***** EXCERPTED DATA
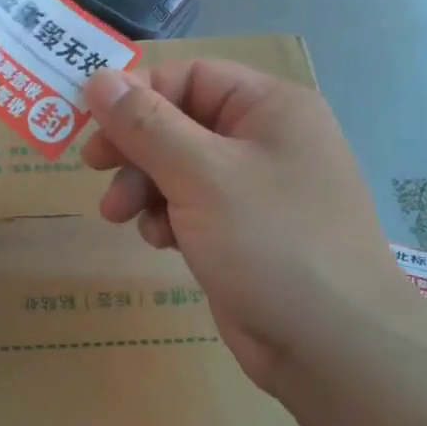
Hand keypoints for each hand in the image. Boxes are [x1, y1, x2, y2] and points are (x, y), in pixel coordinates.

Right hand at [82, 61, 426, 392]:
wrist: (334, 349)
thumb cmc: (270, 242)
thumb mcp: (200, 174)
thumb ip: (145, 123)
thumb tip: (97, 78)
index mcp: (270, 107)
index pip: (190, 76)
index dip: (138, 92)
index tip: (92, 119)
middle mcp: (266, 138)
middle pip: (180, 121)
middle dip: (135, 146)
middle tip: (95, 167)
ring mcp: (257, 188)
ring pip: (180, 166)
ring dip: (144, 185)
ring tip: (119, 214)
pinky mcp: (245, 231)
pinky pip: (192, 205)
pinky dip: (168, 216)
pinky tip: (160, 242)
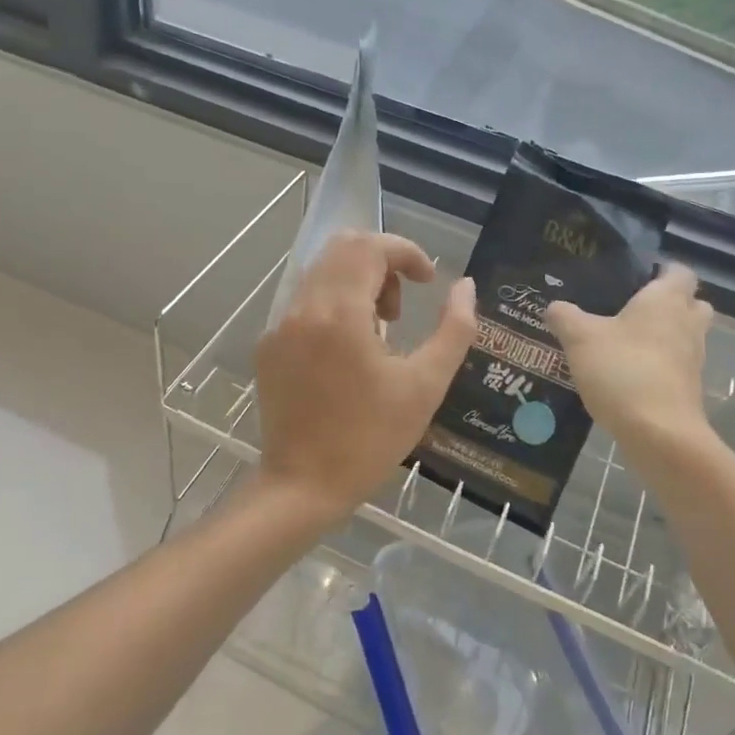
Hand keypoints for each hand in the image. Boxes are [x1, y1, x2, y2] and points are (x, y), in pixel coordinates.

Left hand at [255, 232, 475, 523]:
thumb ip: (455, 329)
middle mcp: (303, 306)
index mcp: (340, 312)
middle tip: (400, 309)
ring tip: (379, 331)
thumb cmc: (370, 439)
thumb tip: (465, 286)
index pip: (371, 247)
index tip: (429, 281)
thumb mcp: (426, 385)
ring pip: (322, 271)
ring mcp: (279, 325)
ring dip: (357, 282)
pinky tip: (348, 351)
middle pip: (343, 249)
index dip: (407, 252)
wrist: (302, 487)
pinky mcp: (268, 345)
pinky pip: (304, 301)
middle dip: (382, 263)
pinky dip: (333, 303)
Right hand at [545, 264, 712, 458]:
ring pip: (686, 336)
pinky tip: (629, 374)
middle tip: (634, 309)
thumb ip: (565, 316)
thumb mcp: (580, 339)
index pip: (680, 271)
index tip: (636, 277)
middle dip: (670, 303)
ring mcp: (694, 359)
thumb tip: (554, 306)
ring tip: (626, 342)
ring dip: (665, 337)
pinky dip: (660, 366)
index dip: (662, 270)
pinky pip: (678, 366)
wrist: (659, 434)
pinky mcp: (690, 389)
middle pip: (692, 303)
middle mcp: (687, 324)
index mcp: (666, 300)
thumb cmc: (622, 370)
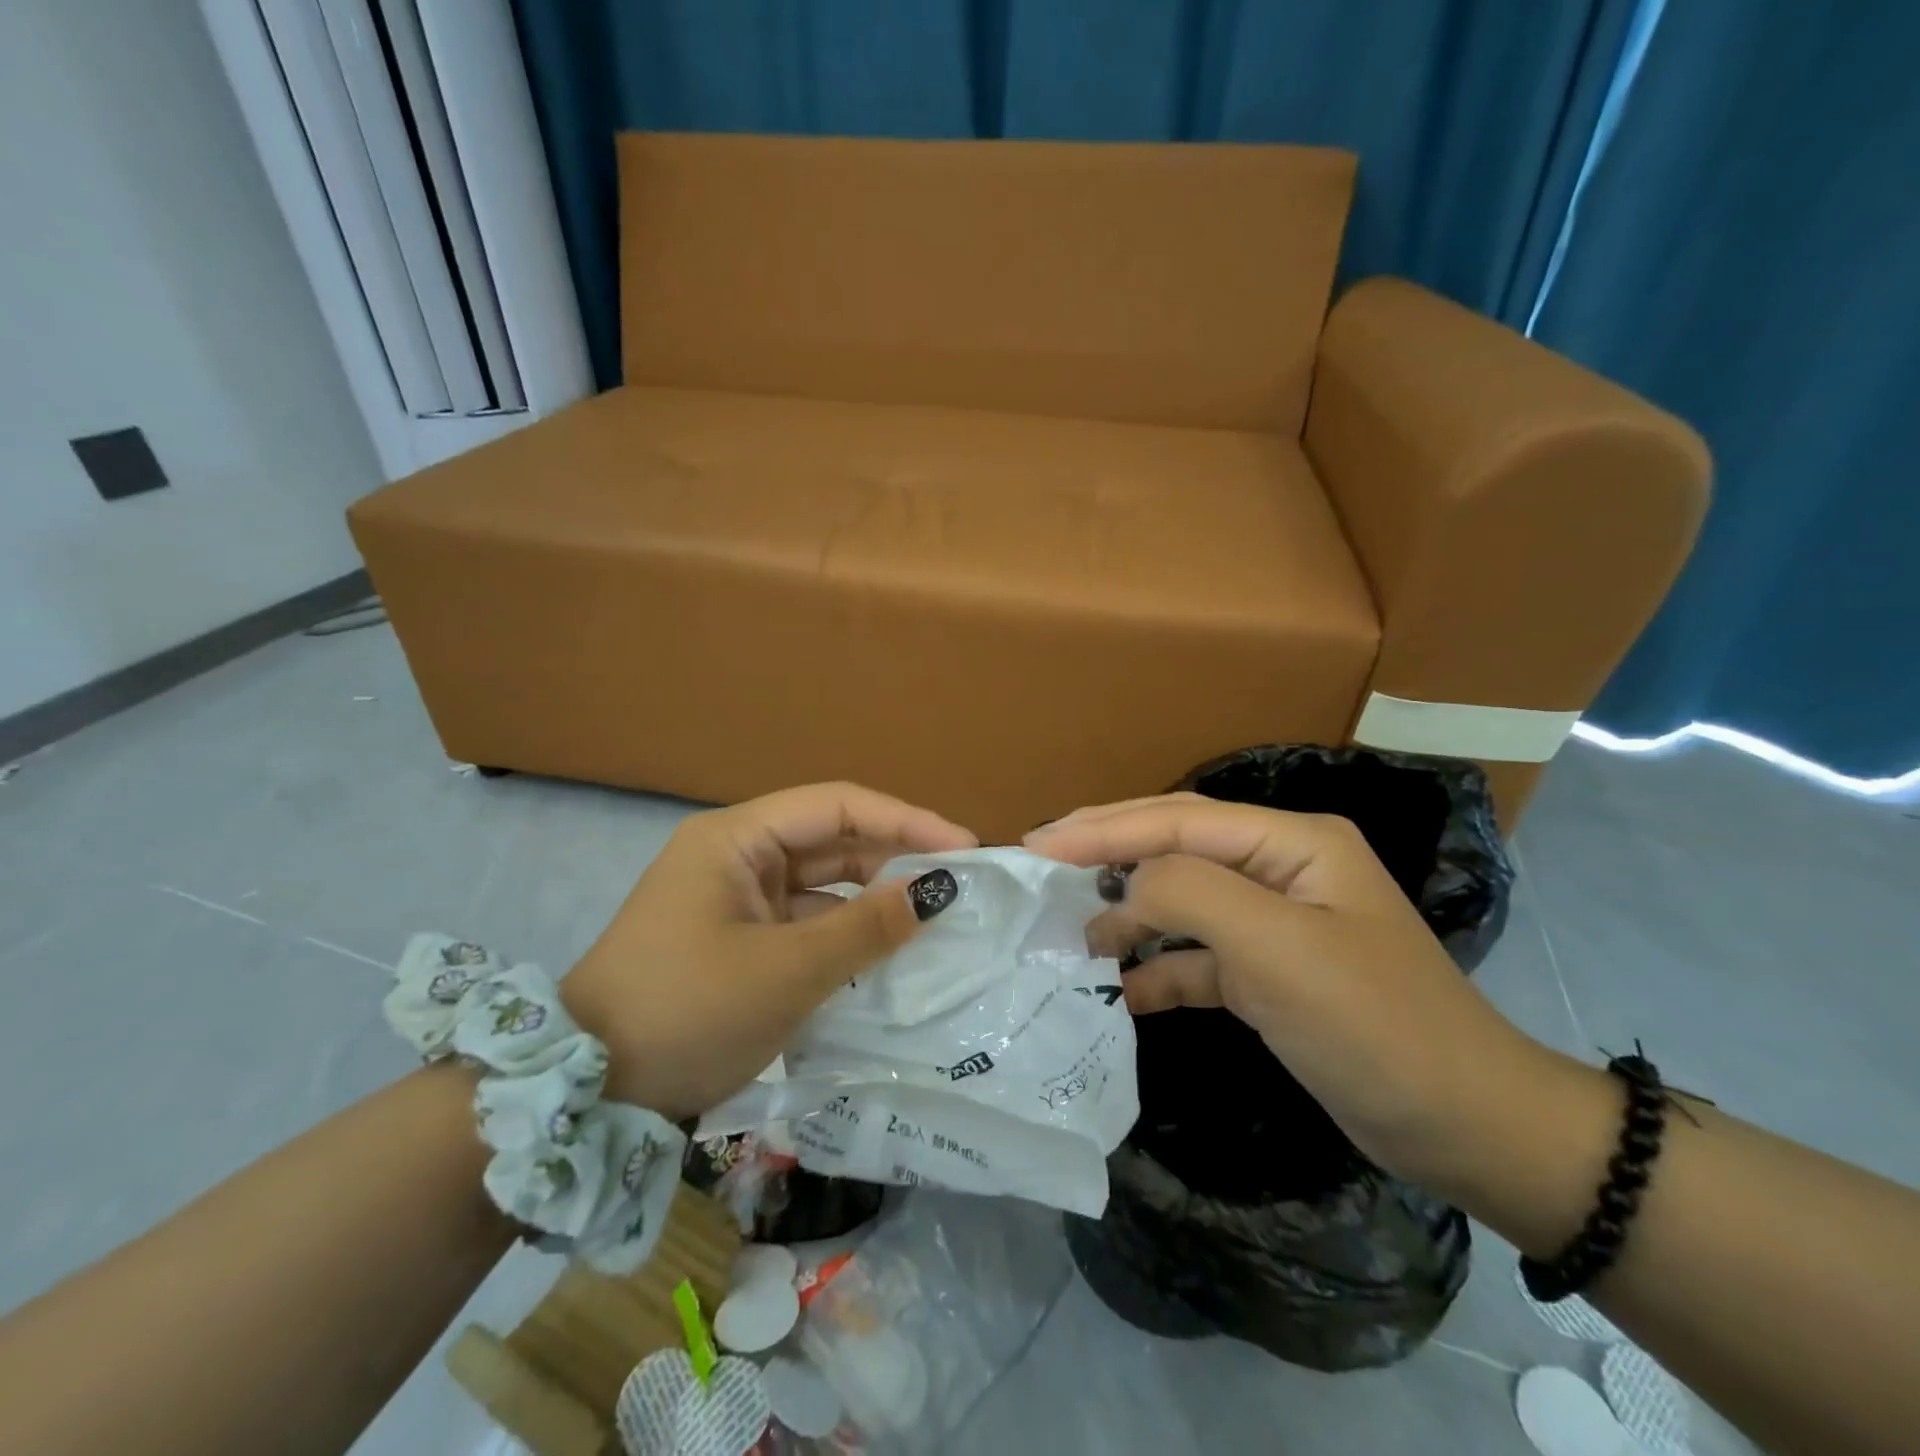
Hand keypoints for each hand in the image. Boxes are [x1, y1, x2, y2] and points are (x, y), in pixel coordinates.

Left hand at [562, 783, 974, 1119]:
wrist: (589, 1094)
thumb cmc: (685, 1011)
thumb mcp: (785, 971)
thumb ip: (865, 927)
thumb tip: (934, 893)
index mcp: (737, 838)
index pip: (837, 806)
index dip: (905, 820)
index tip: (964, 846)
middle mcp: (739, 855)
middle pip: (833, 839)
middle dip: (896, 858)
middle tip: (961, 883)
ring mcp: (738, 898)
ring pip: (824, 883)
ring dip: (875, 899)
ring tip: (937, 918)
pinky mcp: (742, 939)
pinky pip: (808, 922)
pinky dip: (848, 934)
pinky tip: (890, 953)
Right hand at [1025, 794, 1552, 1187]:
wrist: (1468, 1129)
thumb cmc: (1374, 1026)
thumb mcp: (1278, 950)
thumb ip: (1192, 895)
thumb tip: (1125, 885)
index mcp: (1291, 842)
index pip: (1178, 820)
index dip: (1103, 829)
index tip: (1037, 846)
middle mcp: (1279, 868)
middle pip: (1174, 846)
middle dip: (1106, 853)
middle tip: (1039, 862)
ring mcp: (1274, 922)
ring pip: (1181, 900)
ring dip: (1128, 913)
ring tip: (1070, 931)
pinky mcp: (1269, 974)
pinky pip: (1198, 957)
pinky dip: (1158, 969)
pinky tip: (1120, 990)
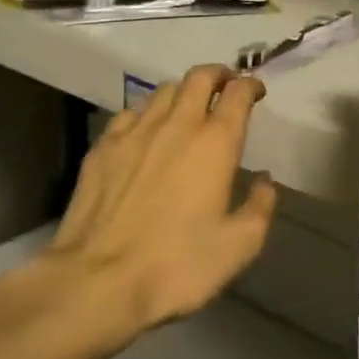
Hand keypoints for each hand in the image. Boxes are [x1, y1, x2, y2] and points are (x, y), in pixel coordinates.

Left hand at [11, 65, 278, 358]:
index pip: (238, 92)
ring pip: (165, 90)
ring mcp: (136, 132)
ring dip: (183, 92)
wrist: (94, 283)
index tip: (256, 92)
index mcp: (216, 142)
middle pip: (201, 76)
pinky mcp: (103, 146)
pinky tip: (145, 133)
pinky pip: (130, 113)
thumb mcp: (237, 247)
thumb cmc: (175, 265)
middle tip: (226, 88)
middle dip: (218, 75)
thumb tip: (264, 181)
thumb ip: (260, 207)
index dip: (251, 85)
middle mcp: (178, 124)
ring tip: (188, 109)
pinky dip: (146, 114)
**********
Write down how many lines of the data above contain the word "wrist", with nothing else.

[WRITTEN ANSWER]:
6